Fachwort, Fremdwort, Unwort

Begriffe, die Experten völlig klar sind, sehen für Laien oft wie Hieroglyphen aus. Wie kann man Fachtexte schreiben, die auch allgemein verständlich sind? Von Markus Nickl

Fachwörter gelten als entschiedenster Feind der Verständlichkeit. Nur allzu bekannt sind die Negativbeispiele: Sie müssen den S0-Hub nur terminieren, wenn er letztes Gerät am Eingangs-S0-Bus ist. Wie oft hat man sich schon über solche Formulierungen geärgert? Warum, so möchte man sich fragen, fällt es dann so schwer, bei der eigenen Arbeit keine Fachwörter zu verwenden?

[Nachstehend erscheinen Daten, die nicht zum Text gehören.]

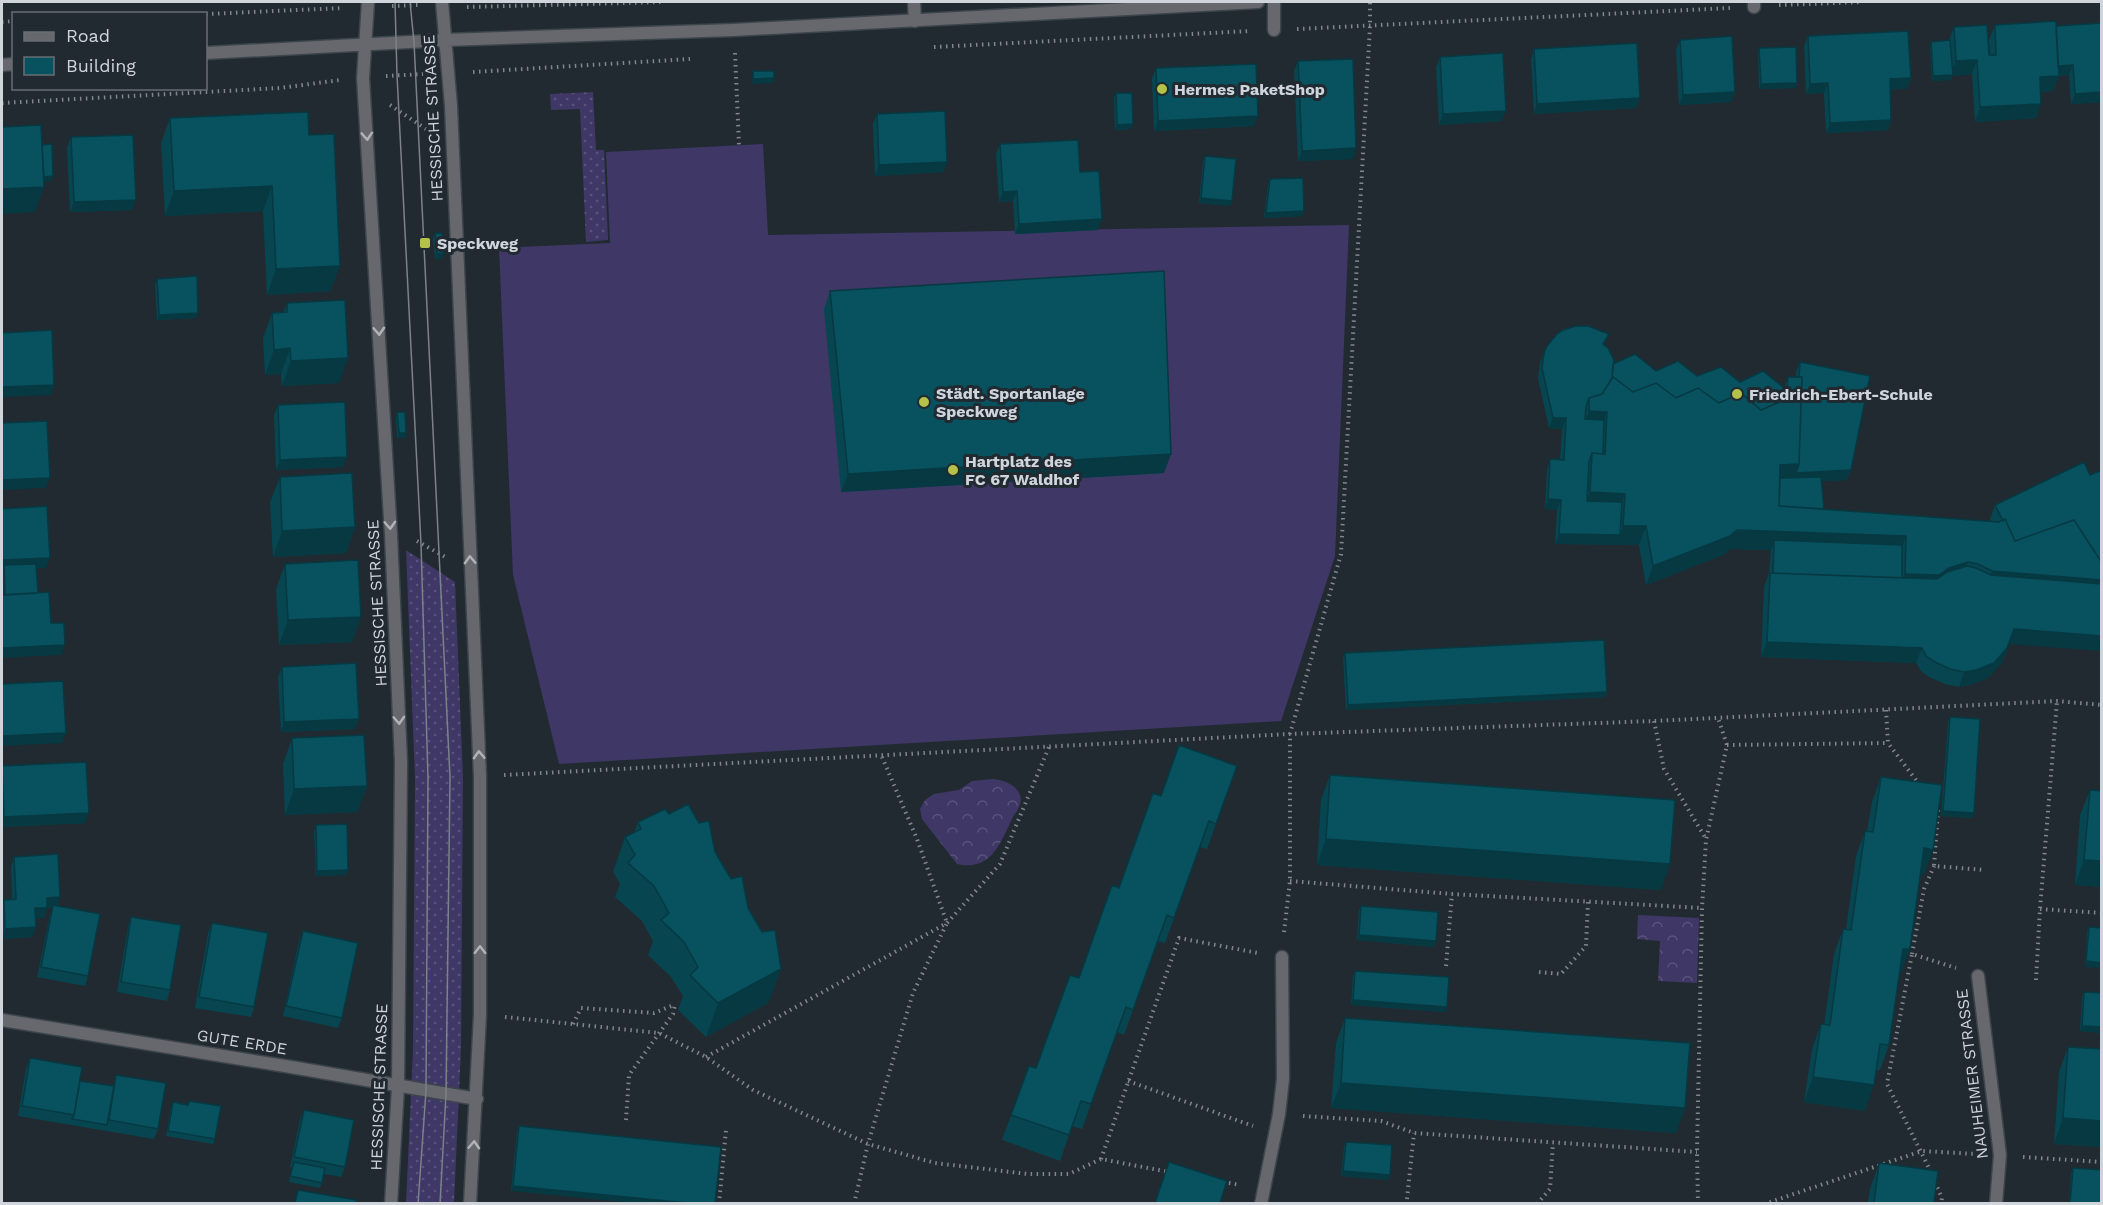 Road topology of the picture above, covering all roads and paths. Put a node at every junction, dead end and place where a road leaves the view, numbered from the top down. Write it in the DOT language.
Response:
graph roads {
  1 [pos="663,2"];
  2 [pos="914,2"];
  3 [pos="1258,2"];
  4 [pos="1274,2"];
  5 [pos="1370,2"];
  6 [pos="1862,2"];
  7 [pos="368,4"];
  8 [pos="1754,4"];
  9 [pos="443,5"];
  10 [pos="207,14"];
  11 [pos="915,21"];
  12 [pos="1370,26"];
  13 [pos="733,30"];
  14 [pos="1274,30"];
  15 [pos="446,40"];
  16 [pos="365,44"];
  17 [pos="927,47"];
  18 [pos="207,53"];
  19 [pos="724,57"];
  20 [pos="735,57"];
  21 [pos="690,59"];
  22 [pos="447,73"];
  23 [pos="363,78"];
  24 [pos="384,100"];
  25 [pos="2,103"];
  26 [pos="451,106"];
  27 [pos="739,145"];
  28 [pos="414,539"];
  29 [pos="454,562"];
  30 [pos="2057,701"];
  31 [pos="2102,705"];
  32 [pos="1886,710"];
  33 [pos="1718,718"];
  34 [pos="1654,721"];
  35 [pos="1290,734"];
  36 [pos="1888,743"];
  37 [pos="1727,745"];
  38 [pos="1049,747"];
  39 [pos="882,757"];
  40 [pos="480,776"];
  41 [pos="1919,785"];
  42 [pos="1932,802"];
  43 [pos="1706,840"];
  44 [pos="1934,866"];
  45 [pos="1984,870"];
  46 [pos="1290,881"];
  47 [pos="1452,894"];
  48 [pos="1588,902"];
  49 [pos="1702,908"];
  50 [pos="2040,909"];
  51 [pos="2102,913"];
  52 [pos="947,923"];
  53 [pos="1912,954"];
  54 [pos="1282,957"];
  55 [pos="1446,966"];
  56 [pos="1539,972"];
  57 [pos="1978,976"];
  58 [pos="2036,980"];
  59 [pos="480,1015"];
  60 [pos="2,1020"];
  61 [pos="573,1024"];
  62 [pos="659,1033"];
  63 [pos="706,1057"];
  64 [pos="1128,1081"];
  65 [pos="398,1087"];
  66 [pos="477,1099"];
  67 [pos="1279,1114"];
  68 [pos="626,1120"];
  69 [pos="726,1130"];
  70 [pos="1274,1133"];
  71 [pos="1414,1133"];
  72 [pos="1553,1143"];
  73 [pos="868,1144"];
  74 [pos="1922,1151"];
  75 [pos="1697,1152"];
  76 [pos="2000,1155"];
  77 [pos="1101,1159"];
  78 [pos="2102,1162"];
  79 [pos="1171,1172"];
  80 [pos="1217,1180"];
  81 [pos="1264,1189"];
  82 [pos="1407,1199"];
  83 [pos="391,1203"];
  84 [pos="470,1203"];
  85 [pos="719,1203"];
  86 [pos="854,1203"];
  87 [pos="1261,1203"];
  88 [pos="1537,1203"];
  89 [pos="1698,1203"];
  90 [pos="1764,1203"];
  91 [pos="1941,1203"];
  92 [pos="1996,1203"];
  1 -- 9 [label="path"];
  2 -- 11 [label="street"];
  3 -- 11 [label="street"];
  4 -- 14 [label="street"];
  5 -- 12 [label="path"];
  6 -- 8 [label="path"];
  7 -- 9 [label="path"];
  7 -- 10 [label="path"];
  7 -- 16 [label="street, HESSISCHE STRASSE"];
  8 -- 12 [label="path"];
  9 -- 15 [label="street, HESSISCHE STRASSE"];
  11 -- 13 [label="street"];
  12 -- 14 [label="path"];
  12 -- 35 [label="path"];
  13 -- 15 [label="street"];
  13 -- 20 [label="path"];
  14 -- 17 [label="path"];
  15 -- 16 [label="street"];
  15 -- 22 [label="street, HESSISCHE STRASSE"];
  16 -- 18 [label="street"];
  16 -- 23 [label="street, HESSISCHE STRASSE"];
  19 -- 20 [label="path"];
  20 -- 27 [label="path"];
  21 -- 22 [label="path"];
  22 -- 23 [label="path"];
  22 -- 26 [label="street, HESSISCHE STRASSE"];
  23 -- 25 [label="path"];
  23 -- 65 [label="street, HESSISCHE STRASSE, one-way"];
  24 -- 26 [label="path"];
  40 -- 26 [label="street, HESSISCHE STRASSE, one-way"];
  28 -- 29 [label="path"];
  30 -- 31 [label="path"];
  30 -- 32 [label="path"];
  30 -- 50 [label="path"];
  32 -- 33 [label="path"];
  32 -- 36 [label="path"];
  33 -- 34 [label="path"];
  33 -- 37 [label="path"];
  34 -- 35 [label="path"];
  34 -- 43 [label="path"];
  35 -- 38 [label="path"];
  35 -- 46 [label="path"];
  36 -- 37 [label="path"];
  36 -- 41 [label="path"];
  37 -- 43 [label="path"];
  38 -- 39 [label="path"];
  38 -- 52 [label="path"];
  39 -- 40 [label="path"];
  39 -- 52 [label="path"];
  59 -- 40 [label="street, HESSISCHE STRASSE, one-way"];
  42 -- 44 [label="path"];
  43 -- 49 [label="path"];
  44 -- 45 [label="path"];
  44 -- 53 [label="path"];
  46 -- 47 [label="path"];
  46 -- 54 [label="path"];
  47 -- 48 [label="path"];
  47 -- 55 [label="path"];
  48 -- 49 [label="path"];
  48 -- 56 [label="path"];
  49 -- 75 [label="path"];
  50 -- 51 [label="path"];
  50 -- 58 [label="path"];
  52 -- 63 [label="path"];
  52 -- 73 [label="path"];
  53 -- 57 [label="path"];
  53 -- 74 [label="path"];
  54 -- 64 [label="path"];
  54 -- 67 [label="street"];
  57 -- 76 [label="street, NAUHEIMER STRASSE"];
  59 -- 61 [label="path"];
  59 -- 66 [label="street, HESSISCHE STRASSE"];
  60 -- 65 [label="street, GUTE ERDE"];
  61 -- 62 [label="path"];
  61 -- 62 [label="path"];
  62 -- 63 [label="path"];
  62 -- 68 [label="path"];
  63 -- 73 [label="path"];
  64 -- 70 [label="path"];
  64 -- 77 [label="path"];
  65 -- 66 [label="street, GUTE ERDE"];
  65 -- 83 [label="street, HESSISCHE STRASSE"];
  84 -- 66 [label="street, HESSISCHE STRASSE, one-way"];
  67 -- 70 [label="street"];
  67 -- 71 [label="path"];
  69 -- 85 [label="path"];
  70 -- 81 [label="street"];
  71 -- 72 [label="path"];
  71 -- 82 [label="path"];
  72 -- 75 [label="path"];
  72 -- 88 [label="path"];
  73 -- 77 [label="path"];
  73 -- 86 [label="path"];
  74 -- 76 [label="path"];
  74 -- 90 [label="path"];
  74 -- 91 [label="path"];
  75 -- 89 [label="path"];
  76 -- 78 [label="path"];
  76 -- 92 [label="street, NAUHEIMER STRASSE"];
  77 -- 79 [label="path"];
  80 -- 81 [label="path"];
  81 -- 87 [label="street"];
}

Fachwörter machen Texte einfach: So provokant das auch klingen mag: Fachwörter dienen zunächst einmal dazu, die Kommunikation zu vereinfachen. Denn die wichtigsten Merkmale eines Fachworts sind Kürze und Präzision. Fachwörter fassen im Allgemeinen einen komplexen Sachverhalt in einem oder wenigen Wörtern zusammen. Und gleichzeitig beschneiden sie die Schwammigkeit des Alltagswortschatzes soweit, dass Fachleute in jeder Situation dasselbe verstehen. So wird dann irgendwie Metall rausdrücken, damit ein Behälter daraus wird präzisiert zu Zugdruckumformen eines Blechzuschnittes zu einem Hohlkörper und das Ganze verkürzt zu tiefziehen.

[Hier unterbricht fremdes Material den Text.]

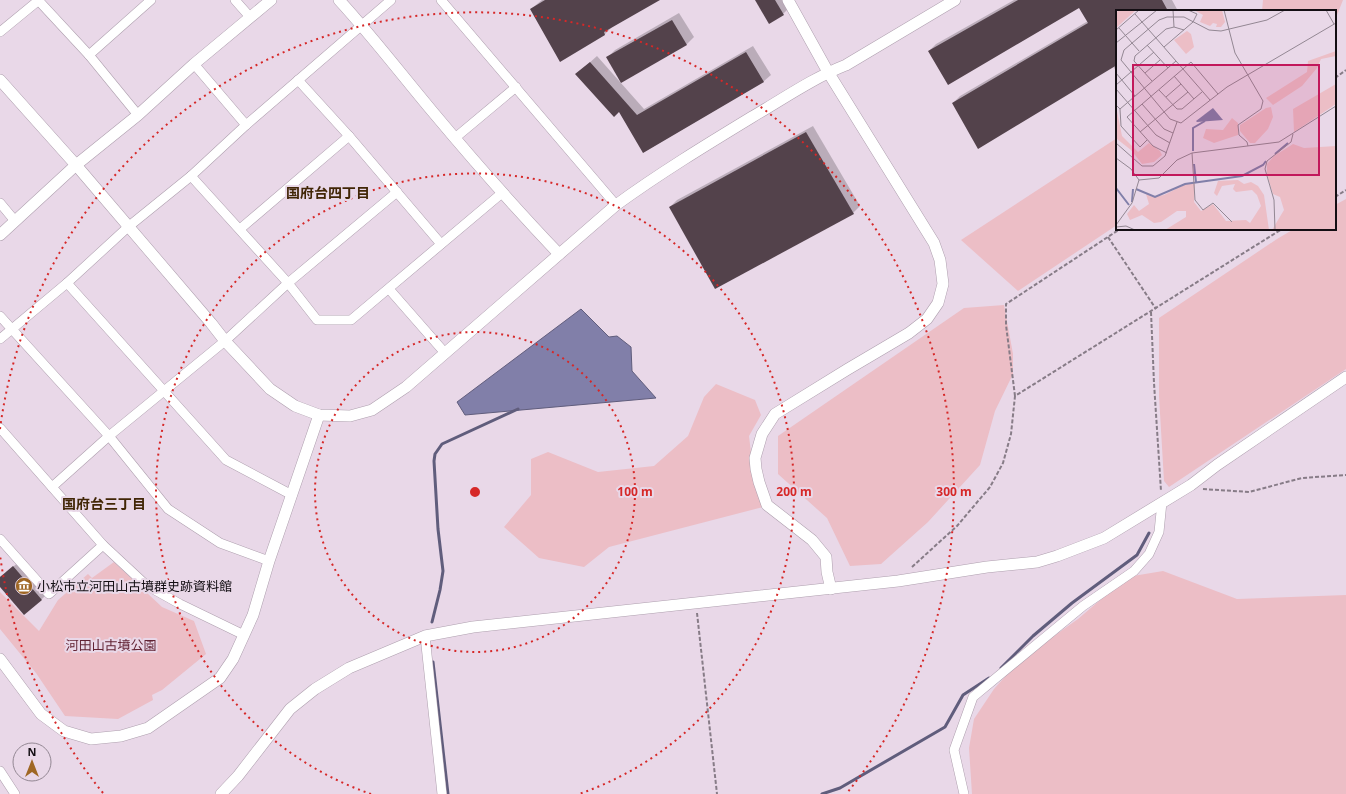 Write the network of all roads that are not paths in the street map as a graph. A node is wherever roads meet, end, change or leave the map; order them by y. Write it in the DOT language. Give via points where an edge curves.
graph roads {
  1 [pos="38,0"];
  2 [pos="151,0"];
  3 [pos="235,0"];
  4 [pos="271,0"];
  5 [pos="339,0"];
  6 [pos="391,0"];
  7 [pos="441,0"];
  8 [pos="788,0"];
  9 [pos="955,0"];
  10 [pos="250,17"];
  11 [pos="362,25"];
  12 [pos="0,32"];
  13 [pos="89,55"];
  14 [pos="194,64"];
  15 [pos="828,72"];
  16 [pos="0,80"];
  17 [pos="298,80"];
  18 [pos="516,87"];
  19 [pos="138,115"];
  20 [pos="246,125"];
  21 [pos="349,136"];
  22 [pos="455,138"];
  23 [pos="76,165"];
  24 [pos="191,176"];
  25 [pos="397,192"];
  26 [pos="502,193"];
  27 [pos="0,203"];
  28 [pos="616,205"];
  29 [pos="16,221"];
  30 [pos="128,227"];
  31 [pos="240,230"];
  32 [pos="0,235"];
  33 [pos="441,244"];
  34 [pos="559,254"];
  35 [pos="67,283"];
  36 [pos="288,283"];
  37 [pos="389,289"];
  38 [pos="0,316"];
  39 [pos="11,329"];
  40 [pos="0,339"];
  41 [pos="225,341"];
  42 [pos="444,354"];
  43 [pos="1346,377"];
  44 [pos="163,391"];
  45 [pos="319,415"];
  46 [pos="0,428"];
  47 [pos="109,436"];
  48 [pos="52,487"];
  49 [pos="292,495"];
  50 [pos="1162,502"];
  51 [pos="0,538"];
  52 [pos="102,545"];
  53 [pos="269,561"];
  54 [pos="831,589"];
  55 [pos="244,635"];
  56 [pos="425,636"];
  57 [pos="0,659"];
  58 [pos="0,771"];
  59 [pos="15,794"];
  60 [pos="221,794"];
  61 [pos="442,794"];
  62 [pos="964,794"];
  1 -- 12 [label="street"];
  1 -- 13 [label="street"];
  2 -- 13 [label="street"];
  3 -- 10 [label="street"];
  4 -- 10 [label="street"];
  5 -- 11 [label="street"];
  6 -- 11 [label="street"];
  7 -- 18 [label="street"];
  8 -- 15 [label="street"];
  9 -- 15 [label="street" via="846,65"];
  10 -- 14 [label="street"];
  11 -- 17 [label="street"];
  11 -- 22 [label="street"];
  13 -- 19 [label="street"];
  14 -- 19 [label="street"];
  14 -- 20 [label="street"];
  15 -- 28 [label="street" via="682,159"];
  15 -- 54 [label="street" via="934,243 940,260 943,284 938,303 927,319 909,334 848,368 775,414 762,434 755,458 759,482 768,505 812,540 826,557"];
  16 -- 23 [label="street"];
  17 -- 20 [label="street"];
  17 -- 21 [label="street"];
  18 -- 22 [label="street"];
  18 -- 28 [label="street"];
  19 -- 23 [label="street"];
  20 -- 24 [label="street"];
  21 -- 25 [label="street"];
  21 -- 31 [label="street"];
  22 -- 26 [label="street"];
  23 -- 29 [label="street"];
  23 -- 30 [label="street"];
  24 -- 30 [label="street"];
  24 -- 31 [label="street"];
  25 -- 33 [label="street"];
  25 -- 36 [label="street"];
  26 -- 33 [label="street"];
  26 -- 34 [label="street"];
  27 -- 29 [label="street"];
  28 -- 34 [label="street"];
  29 -- 32 [label="street"];
  30 -- 35 [label="street"];
  30 -- 41 [label="street"];
  31 -- 36 [label="street"];
  33 -- 37 [label="street"];
  34 -- 42 [label="street"];
  35 -- 39 [label="street"];
  35 -- 44 [label="street"];
  36 -- 37 [label="street" via="318,320 351,320"];
  36 -- 41 [label="street"];
  37 -- 42 [label="street"];
  38 -- 39 [label="street"];
  39 -- 40 [label="street"];
  39 -- 47 [label="street"];
  41 -- 44 [label="street"];
  41 -- 45 [label="street" via="270,390 295,406"];
  42 -- 45 [label="street" via="406,387 372,410 350,416"];
  43 -- 50 [label="street" via="1217,465 1191,486"];
  44 -- 47 [label="street"];
  44 -- 49 [label="street" via="226,460"];
  45 -- 49 [label="street"];
  46 -- 48 [label="street"];
  47 -- 48 [label="street"];
  47 -- 53 [label="street" via="168,509 220,543"];
  48 -- 52 [label="street"];
  49 -- 53 [label="street"];
  50 -- 54 [label="street" via="1104,538 1037,562"];
  50 -- 62 [label="street" via="1159,532 1149,554 1134,571 1083,606 973,697 954,750"];
  51 -- 52 [label="street" via="49,594"];
  52 -- 55 [label="street" via="146,585"];
  53 -- 55 [label="street" via="253,615"];
  54 -- 56 [label="street" via="474,626"];
  55 -- 57 [label="street" via="233,659 220,678 148,728 121,736 91,739 64,731 40,714"];
  56 -- 60 [label="street" via="349,668 315,688 290,709"];
  56 -- 61 [label="street"];
  58 -- 59 [label="street"];
}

Schlecht ist nur das Fachwort des anderen: Dem Fachmann ist schon klar, dass tiefziehen nicht beschreibt, wie ein Cowboy besonders schön aus der Hüfte schießt. Dem Laien bleibt die Bedeutung jedoch verschlossen, obwohl das Wort an sich nicht komplex ist. Denn Fachwörter sind nicht notwendigerweise Fremdwörter. Und der Fachmann ist nicht notwendigerweise Fachmann, sondern eben auf allen Gebieten Laie, in denen er nicht Fachmann ist. Unverständlich sind Fachwörter deshalb auch nicht, weil das Wort an sich schwierig ist. Unser Unverständnis sig-nalisiert uns vielmehr "Hier wird von Sachverhalten gesprochen, die du nicht verstehst". Und genau hier sollte auch der Technische Redakteur aufmerksam werden: Nicht der Stil ist hier also schlecht, sondern das didaktische Konzept der Anleitung.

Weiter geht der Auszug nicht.